Yesterday I skimmed through my personal journal since Kevin died. I didn’t have time to look back through Facebook posts or Pinterest captures, but that will be coming, as I explore how I have changed, and how my focus on life has changed in the past year+. So far; I know there is more to come. One quick observation was that I wrote a LOT more often at the beginning of my grieving season than later. And I’m so glad I did. As I’ve been thinking about “emptying my cup” (see blog last week), I realized that writing in my journal was a way of letting go of all the thoughts I had running around in that zone called the Neutral Zone when one is in the midst of a significant change like this.

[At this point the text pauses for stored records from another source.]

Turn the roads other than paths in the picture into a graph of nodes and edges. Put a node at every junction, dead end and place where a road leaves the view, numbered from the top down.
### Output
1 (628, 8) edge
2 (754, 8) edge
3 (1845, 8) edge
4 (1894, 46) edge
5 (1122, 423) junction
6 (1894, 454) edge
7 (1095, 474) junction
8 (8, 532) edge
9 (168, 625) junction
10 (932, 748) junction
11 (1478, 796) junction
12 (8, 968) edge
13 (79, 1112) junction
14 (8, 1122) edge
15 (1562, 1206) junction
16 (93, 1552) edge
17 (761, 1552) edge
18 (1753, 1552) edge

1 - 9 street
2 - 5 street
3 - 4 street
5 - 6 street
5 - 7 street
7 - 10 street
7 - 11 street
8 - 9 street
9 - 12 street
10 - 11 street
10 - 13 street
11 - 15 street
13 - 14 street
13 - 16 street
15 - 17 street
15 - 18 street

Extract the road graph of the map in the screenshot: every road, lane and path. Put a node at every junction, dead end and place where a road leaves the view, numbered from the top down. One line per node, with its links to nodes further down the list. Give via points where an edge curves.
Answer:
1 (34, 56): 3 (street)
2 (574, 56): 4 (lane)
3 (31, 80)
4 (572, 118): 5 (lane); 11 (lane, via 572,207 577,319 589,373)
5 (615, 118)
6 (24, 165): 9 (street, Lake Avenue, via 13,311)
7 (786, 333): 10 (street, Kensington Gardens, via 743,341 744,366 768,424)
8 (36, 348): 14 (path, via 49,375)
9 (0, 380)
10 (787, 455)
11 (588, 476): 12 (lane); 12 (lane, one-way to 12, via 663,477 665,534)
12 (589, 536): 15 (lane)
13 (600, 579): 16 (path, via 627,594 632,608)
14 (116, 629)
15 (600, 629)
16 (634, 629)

He left this earth on November 23 just before midnight. I cried all of December and lost 17# (which I have gained back, and then some). I went back to work two weeks later, on December 9, which in retrospect, I see was way too soon. I should have taken a month or two, just to sleep and let out the tears and handle the paperwork. I ran away once but came back the same day. In January, I attacked the house. I started repainted everything, took down Kevin’s dead animals and Redlin hunting prints, and related items. It was January 23, two months to the day, that I noted it was the first day I hadn’t cried. It took me another few months to nearly finish the “reclaiming” of the house, with new appliances and changing out some furniture. It was July before I had help from my sister Peggy to repair the hole I put in the wall of the guest bedroom…I didn’t punch the wall, I ripped off a shelf back in December.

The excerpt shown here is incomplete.